Our study had several limitations. First, the conduct of the study was disrupted in several ways by COVID-19. Access to our primary clinical research facility was disrupted, resulting in some participants extending their time on the diet phase they were on when the shelter-in-place orders began. Fortunately, most participants that faced this disruption agreed to simply continue with their assigned diet phase until we were able to collect an end-phase blood sample; for some, this meant staying on that particular diet phase for up to 24 weeks, rather than 12. To address this, we collected whatever data we could at the original 12-week time point (e.g., survey data, stool samples, CGM), and then collected additional data when blood-drawing facilities became available again. In addition, the study health educator maintained frequent contact with and support of participants during these delays. Unfortunately, concerns about the pandemic and the extended delays led to 4 participants dropping out who might have otherwise completed the study. Also, the pandemic was a problem for the collaborating partner that provided food to study participants, and 12 of the participants did not receive delivered food for the first 4 weeks of their second phase of the crossover. Fortunately, adherence among those participants was determined to be similarly high compared to adherence among those who did receive food delivery during that study phase. In addition, during the pandemic, while we were able to manage blood collections through an alternative site, weight or blood pressure data were not able to be measured. To continue collecting participants’ weight data, we accepted self-reported home weighing from those participants. We were not able to find an alternate approach to measure blood pressure; thus, blood pressure data are not presented. A second limitation was the relatively small sample size, although the crossover design was helpful in maximizing the control of many potentially confounding variables. A third limitation was the increased risk of making a type 1 error that resulted from testing several secondary outcomes and using post hoc comparisons for outcomes in which a significant interaction was observed. Finally, the lack of a washout period may be considered a limitation; yet, we believe the 12-week diet phase durations were likely sufficient to eliminate or minimize any carryover effects.
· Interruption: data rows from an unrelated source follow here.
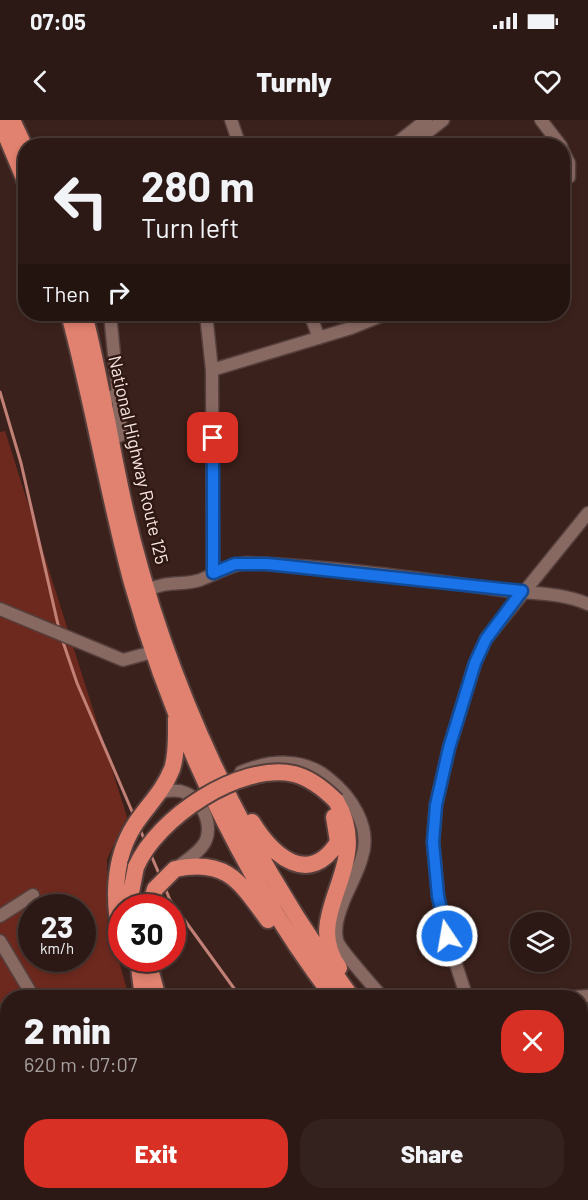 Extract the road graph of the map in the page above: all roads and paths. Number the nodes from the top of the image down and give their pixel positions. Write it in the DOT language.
graph roads {
  1 [pos="12,120"];
  2 [pos="231,120"];
  3 [pos="426,120"];
  4 [pos="443,120"];
  5 [pos="541,120"];
  6 [pos="0,121"];
  7 [pos="20,138"];
  8 [pos="237,138"];
  9 [pos="403,138"];
  10 [pos="420,138"];
  11 [pos="555,138"];
  12 [pos="18,164"];
  13 [pos="71,321"];
  14 [pos="86,321"];
  15 [pos="110,321"];
  16 [pos="207,321"];
  17 [pos="313,321"];
  18 [pos="366,321"];
  19 [pos="319,338"];
  20 [pos="212,370"];
  21 [pos="112,397"];
  22 [pos="588,513"];
  23 [pos="213,573"];
  24 [pos="148,590"];
  25 [pos="522,591"];
  26 [pos="588,604"];
  27 [pos="0,609"];
  28 [pos="16,617"];
  29 [pos="0,618"];
  30 [pos="161,650"];
  31 [pos="176,713"];
  32 [pos="221,781"];
  33 [pos="161,792"];
  34 [pos="230,801"];
  35 [pos="332,803"];
  36 [pos="140,869"];
  37 [pos="172,872"];
  38 [pos="116,894"];
  39 [pos="132,894"];
  40 [pos="138,894"];
  41 [pos="153,894"];
  42 [pos="18,905"];
  43 [pos="0,916"];
  44 [pos="0,940"];
  45 [pos="304,959"];
  46 [pos="132,972"];
  47 [pos="141,972"];
  48 [pos="151,972"];
  49 [pos="29,990"];
  50 [pos="140,990"];
  51 [pos="142,990"];
  52 [pos="156,990"];
  53 [pos="328,990"];
  54 [pos="347,990"];
  55 [pos="354,990"];
  56 [pos="376,990"];
  57 [pos="465,990"];
  1 -- 7 [label="highway"];
  2 -- 8 [label="street"];
  3 -- 9 [label="street"];
  4 -- 10 [label="street"];
  5 -- 11 [label="street"];
  6 -- 12 [label="highway"];
  13 -- 30 [label="highway, National Highway Route 125"];
  14 -- 21 [label="highway, National Highway Route 125"];
  15 -- 21 [label="street"];
  16 -- 20 [label="street"];
  17 -- 19 [label="street"];
  18 -- 19 [label="street"];
  19 -- 20 [label="street"];
  20 -- 23 [label="street"];
  21 -- 24 [label="highway, National Highway Route 125"];
  22 -- 25 [label="street"];
  23 -- 24 [label="street"];
  23 -- 25 [label="street"];
  24 -- 30 [label="highway, National Highway Route 125"];
  25 -- 26 [label="street"];
  25 -- 57 [label="street"];
  27 -- 28 [label="street"];
  28 -- 29 [label="street"];
  28 -- 30 [label="street"];
  30 -- 31 [label="highway, National Highway Route 125"];
  30 -- 32 [label="highway, National Highway Route 125"];
  31 -- 33 [label="highway"];
  31 -- 45 [label="highway, National Highway Route 125"];
  32 -- 34 [label="highway, National Highway Route 125"];
  32 -- 56 [label="street"];
  33 -- 37 [label="street"];
  33 -- 38 [label="highway"];
  34 -- 35 [label="highway"];
  34 -- 54 [label="highway, National Highway Route 125"];
  35 -- 36 [label="highway, bridge"];
  35 -- 55 [label="highway"];
  36 -- 39 [label="highway"];
  36 -- 40 [label="highway"];
  37 -- 41 [label="highway"];
  37 -- 45 [label="highway"];
  42 -- 43 [label="street"];
  44 -- 49 [label="street"];
  45 -- 53 [label="highway, National Highway Route 125"];
  46 -- 50 [label="highway"];
  47 -- 51 [label="highway"];
  48 -- 52 [label="highway"];
}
Although reducing carbohydrate intake is often recommended as a strategy to control blood glucose in patients with prediabetes and T2DM, the metabolic benefits and risks of extreme versus moderate carbohydrate restriction are unclear. We found that both the WFKD and Med-Plus were associated with improved blood glucose and reduced body weight, both of which occurred without guidance on caloric restriction and may relate to the similarities in the 2 diet patterns, which limited added sugars and refined sugars. Although the WFKD was associated with improved glucose control on several CGM metrics, the differences in HbA1c values were modest despite 50% lower carbohydrate intake on the WFKD compared with the Med-Plus (<20% compared with <40% of total calories from carbohydrates, respectively). In addition, the rise in LDL cholesterol, decrease in fiber intake, and greater potential for nutrient deficiencies on the WFKD may be concerning; longer-term studies will be needed to understand these associations with clinical outcomes. Collectively, these comparative outcomes do not support a benefit sufficient to justify avoiding legumes, whole fruits, and whole, intact grains to achieve the metabolic state of ketosis. In a clinical setting, patients should be supported in choosing a dietary pattern that fits their needs and preferences. There should be less focus on promoting 1 particular diet approach as best; rather, clinicians should allow patients to make an informed choice to help them establish which approach is most suitable for them. Finally, regardless of benefits, diets need to be sustainable, and our study suggests it was difficult for participants to maintain the WFKD, as well as to achieve and maintain the similarities in the 2 diets in terms of restricting added sugars and refined grains.

Supplementary Material

nqac154_Supplemental_File

Click here for additional data file.^{(3.9MB, docx)}

ACKNOWLEDGEMENTS

This research would not have been possible without the contributions of the following individuals and groups. Reyna Berania, Cynthia To, and Amanda Calzada were study research assistants. The nutritionists and dietitians who helped with the study included Mandy Murphy Carroll, Antonella Dewell, Susan Kirkpatrick, and Alex Schiavuzzi. Julie Nguyen and Leslie Peng, from the food delivery company Methodology, were crucial to the study's success, as were the nurses and staff from the Stanford Clinical Translational Research Unit. And finally, the study would not have been possible without the participation of our incredible study volunteers.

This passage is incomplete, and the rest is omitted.